10:30 Priest questioning his faith and bailing at the beginning? What, is this a remake of The Exorcist?

10:34 I love car crashes that come out of nowhere. The first one I remember is Brad Pitt getting mowed down in Meeting Joe Black. The coolest one off the top of my head was Julianne Moore’s in that one movie. The Forgotten. (You got any better ideas?)

13:35 The average age of a nun is 69? What a coincidence, it’s also her favorite position.

14:21 The fundamental question at the basis of the movie: Why would the church choose a guy who lost his faith to go to Italy for an all expense paid exorcism class? In a nutshell, the movie’s answer is, “Because.” WTF, rite!?

16:25 Peeing priests. This movie takes gay to a whole new level. Niche soft porn. Very niche and very soft.

21:14 Exorcism 101: Demons possessing people don’t like crosses. Rite. Like he needed to go to Italy to learn this. Holy Shit.

Around 23:00 On the tape, the possessed German (how could they tell he was possessed?) is speaking English. They think it’s proof because George Bush speaks broken English too. They forgot that in The Rite, everyone in the Vatican exorcism class speaks English. WTF!?

This Is What Happens When You Let Oprah Sit On Your Face

27:16 Hot pregnant girl. Still rite there, riding that niche.

28:48 “Oh wait, you’re a priest with no faith and don’t believe in demonic possession? Yeah, you’re the guy I want on my team during the exorcism so I can change your mind because the whole universe revolves around your ass.” What the Hell?

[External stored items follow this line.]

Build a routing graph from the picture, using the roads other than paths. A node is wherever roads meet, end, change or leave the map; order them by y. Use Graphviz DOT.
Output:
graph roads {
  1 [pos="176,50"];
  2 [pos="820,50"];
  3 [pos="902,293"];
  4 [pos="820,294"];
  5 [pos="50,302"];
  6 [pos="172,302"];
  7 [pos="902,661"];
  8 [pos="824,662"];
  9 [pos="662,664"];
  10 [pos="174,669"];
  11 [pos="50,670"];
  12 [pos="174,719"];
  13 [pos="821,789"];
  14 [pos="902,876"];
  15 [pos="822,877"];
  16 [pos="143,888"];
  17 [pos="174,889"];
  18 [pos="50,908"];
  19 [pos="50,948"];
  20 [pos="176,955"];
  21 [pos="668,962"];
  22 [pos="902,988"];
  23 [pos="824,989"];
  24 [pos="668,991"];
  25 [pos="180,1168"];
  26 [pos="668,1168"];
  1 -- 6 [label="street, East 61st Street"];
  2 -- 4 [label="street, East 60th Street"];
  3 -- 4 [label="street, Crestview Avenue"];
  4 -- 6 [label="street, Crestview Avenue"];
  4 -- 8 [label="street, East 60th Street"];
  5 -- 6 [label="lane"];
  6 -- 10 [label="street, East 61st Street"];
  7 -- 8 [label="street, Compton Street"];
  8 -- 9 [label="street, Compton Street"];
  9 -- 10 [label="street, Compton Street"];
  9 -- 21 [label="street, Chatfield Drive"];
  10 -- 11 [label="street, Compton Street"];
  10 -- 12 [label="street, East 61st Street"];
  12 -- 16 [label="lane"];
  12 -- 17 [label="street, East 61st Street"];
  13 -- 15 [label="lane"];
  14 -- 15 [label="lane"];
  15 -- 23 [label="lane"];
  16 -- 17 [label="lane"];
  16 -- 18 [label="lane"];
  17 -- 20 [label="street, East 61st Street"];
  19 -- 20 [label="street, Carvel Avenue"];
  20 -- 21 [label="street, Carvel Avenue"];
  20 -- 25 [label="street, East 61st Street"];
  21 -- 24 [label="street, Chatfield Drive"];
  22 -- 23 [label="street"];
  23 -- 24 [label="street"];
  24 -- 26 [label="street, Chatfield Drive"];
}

29:30 Of course the hot girl is possessed. WTF else is new. I’ve been to California too, you know. [Bet #1: I bet the pregnancy is either fake or the devil’s baby spawn.]

30:48 Shit. My “backup” version didn’t download with subtitles. God damn it.

33:42 The priest answers his cell phone rite in the middle of an exorcism. Jesus Christ! WTF!?

36:42 I love movies from the 70’s. Especially the ones made last year. [Bet #2: I bet Anthony Hopkins is or becomes possessed.]

39:01 The journalist has great boobs. For someone who looks like a guy.

49:44 I’m starting to drift off. “Now I lay me down to sleep…”

54:16 Ooh, that’s so not rite. The priest tells the boy to lift his shirt. It’s just one cliché after another in this movie.

Little Damien Was Hypnotized To Break His Habit Of Setting Puppies On Fire With His Mind

1:12:06 Loud jumpy noises to keep me awake.

1:18:52 Young priest sees a room full of frogs and horses with red eyes disappear in front of him but he’s still skeptical.

1:21:59 Nice cinematography, I’ll give it that.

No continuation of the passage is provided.